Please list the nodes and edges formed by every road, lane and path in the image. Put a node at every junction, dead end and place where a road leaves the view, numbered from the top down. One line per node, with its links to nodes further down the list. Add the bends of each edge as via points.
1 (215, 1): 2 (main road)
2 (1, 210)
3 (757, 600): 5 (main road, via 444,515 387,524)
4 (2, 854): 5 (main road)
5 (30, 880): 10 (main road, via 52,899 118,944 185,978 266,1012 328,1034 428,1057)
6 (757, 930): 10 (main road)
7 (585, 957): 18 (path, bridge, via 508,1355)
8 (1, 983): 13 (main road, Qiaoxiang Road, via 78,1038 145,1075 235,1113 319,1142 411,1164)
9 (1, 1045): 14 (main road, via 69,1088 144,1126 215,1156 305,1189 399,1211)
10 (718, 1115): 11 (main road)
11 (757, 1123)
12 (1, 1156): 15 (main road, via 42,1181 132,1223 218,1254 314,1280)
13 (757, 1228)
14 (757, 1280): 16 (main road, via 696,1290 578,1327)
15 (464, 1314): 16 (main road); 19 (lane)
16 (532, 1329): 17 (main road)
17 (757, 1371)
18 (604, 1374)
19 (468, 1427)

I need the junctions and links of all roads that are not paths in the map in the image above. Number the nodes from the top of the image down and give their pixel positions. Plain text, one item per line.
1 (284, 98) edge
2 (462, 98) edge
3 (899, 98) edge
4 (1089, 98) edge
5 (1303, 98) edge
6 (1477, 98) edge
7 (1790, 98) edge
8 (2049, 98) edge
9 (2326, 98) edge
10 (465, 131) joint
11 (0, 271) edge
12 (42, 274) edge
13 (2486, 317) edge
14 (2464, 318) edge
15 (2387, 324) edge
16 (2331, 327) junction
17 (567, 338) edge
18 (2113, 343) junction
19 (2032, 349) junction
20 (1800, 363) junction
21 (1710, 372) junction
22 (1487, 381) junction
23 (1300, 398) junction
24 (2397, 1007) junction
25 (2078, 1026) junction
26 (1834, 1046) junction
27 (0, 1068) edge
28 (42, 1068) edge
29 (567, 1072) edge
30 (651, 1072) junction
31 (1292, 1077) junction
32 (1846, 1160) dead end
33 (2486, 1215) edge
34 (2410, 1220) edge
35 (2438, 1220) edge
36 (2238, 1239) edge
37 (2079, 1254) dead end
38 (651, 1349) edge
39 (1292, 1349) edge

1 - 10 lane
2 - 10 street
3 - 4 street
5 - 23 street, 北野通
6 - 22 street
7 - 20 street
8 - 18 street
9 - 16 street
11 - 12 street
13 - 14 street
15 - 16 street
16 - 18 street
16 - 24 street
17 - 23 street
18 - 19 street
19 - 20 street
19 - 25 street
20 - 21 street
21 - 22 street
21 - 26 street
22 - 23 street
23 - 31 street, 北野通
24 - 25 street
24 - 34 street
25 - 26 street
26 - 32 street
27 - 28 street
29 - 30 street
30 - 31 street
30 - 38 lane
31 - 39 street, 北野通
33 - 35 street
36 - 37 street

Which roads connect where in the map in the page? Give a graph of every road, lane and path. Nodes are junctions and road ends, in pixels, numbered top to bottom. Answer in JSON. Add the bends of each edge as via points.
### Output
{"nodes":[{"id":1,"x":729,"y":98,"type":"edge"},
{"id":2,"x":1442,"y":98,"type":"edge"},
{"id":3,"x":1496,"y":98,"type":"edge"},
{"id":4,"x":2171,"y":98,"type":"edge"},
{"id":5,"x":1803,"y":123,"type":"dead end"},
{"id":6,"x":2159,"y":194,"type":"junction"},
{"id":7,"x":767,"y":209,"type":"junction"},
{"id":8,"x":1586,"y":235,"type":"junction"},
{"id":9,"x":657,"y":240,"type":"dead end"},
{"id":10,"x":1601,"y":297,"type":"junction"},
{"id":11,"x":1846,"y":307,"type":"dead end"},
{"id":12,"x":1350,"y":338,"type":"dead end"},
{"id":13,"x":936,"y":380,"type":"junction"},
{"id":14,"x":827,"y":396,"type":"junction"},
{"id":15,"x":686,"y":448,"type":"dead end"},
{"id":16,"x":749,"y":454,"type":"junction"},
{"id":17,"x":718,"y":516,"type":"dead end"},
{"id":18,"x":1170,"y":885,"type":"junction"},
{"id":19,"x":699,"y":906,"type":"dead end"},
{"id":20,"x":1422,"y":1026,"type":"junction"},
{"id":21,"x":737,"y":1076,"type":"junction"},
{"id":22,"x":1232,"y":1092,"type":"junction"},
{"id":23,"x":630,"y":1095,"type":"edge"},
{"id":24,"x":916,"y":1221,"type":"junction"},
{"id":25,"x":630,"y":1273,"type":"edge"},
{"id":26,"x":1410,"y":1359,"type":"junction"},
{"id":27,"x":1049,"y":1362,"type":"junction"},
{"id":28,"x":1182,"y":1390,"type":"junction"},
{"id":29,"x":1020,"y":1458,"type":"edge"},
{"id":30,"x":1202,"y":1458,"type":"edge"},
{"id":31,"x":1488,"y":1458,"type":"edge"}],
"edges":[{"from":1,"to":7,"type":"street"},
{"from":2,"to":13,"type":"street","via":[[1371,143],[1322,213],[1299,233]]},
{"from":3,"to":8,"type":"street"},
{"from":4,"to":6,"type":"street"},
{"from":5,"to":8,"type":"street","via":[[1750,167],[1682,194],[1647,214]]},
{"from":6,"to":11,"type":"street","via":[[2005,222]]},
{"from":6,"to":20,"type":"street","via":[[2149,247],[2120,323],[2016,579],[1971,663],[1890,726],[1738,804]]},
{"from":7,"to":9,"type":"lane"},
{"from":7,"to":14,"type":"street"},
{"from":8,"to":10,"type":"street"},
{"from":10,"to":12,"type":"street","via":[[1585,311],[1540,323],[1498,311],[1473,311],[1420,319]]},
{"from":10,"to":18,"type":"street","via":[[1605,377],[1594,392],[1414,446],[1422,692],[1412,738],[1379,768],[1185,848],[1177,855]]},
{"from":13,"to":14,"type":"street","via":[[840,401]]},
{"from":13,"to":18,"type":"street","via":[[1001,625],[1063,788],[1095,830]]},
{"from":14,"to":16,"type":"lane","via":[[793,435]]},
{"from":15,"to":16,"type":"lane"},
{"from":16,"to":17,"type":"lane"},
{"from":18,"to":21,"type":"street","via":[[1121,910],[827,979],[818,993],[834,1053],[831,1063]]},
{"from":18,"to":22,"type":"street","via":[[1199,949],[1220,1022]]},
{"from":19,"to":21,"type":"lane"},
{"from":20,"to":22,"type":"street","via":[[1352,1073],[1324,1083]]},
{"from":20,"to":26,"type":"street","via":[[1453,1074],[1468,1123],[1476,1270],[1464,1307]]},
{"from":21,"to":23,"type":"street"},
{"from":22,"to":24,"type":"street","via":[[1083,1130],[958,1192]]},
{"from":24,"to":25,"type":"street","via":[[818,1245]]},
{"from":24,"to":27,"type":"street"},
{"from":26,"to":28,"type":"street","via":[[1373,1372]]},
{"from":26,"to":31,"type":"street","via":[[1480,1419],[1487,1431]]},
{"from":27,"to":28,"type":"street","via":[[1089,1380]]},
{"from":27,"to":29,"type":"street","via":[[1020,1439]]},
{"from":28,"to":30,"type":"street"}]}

+ + + + + + +

Show every line in the entries above that contains the string "roads".

I need the junctions and links of all roads that are not paths in the map in the image above. Number the nodes from the top of the image down and give their pixel positions. Plain text, one item per line.
Which roads connect where in the map in the page? Give a graph of every road, lane and path. Nodes are junctions and road ends, in pixels, numbered top to bottom. Answer in JSON. Add the bends of each edge as via points.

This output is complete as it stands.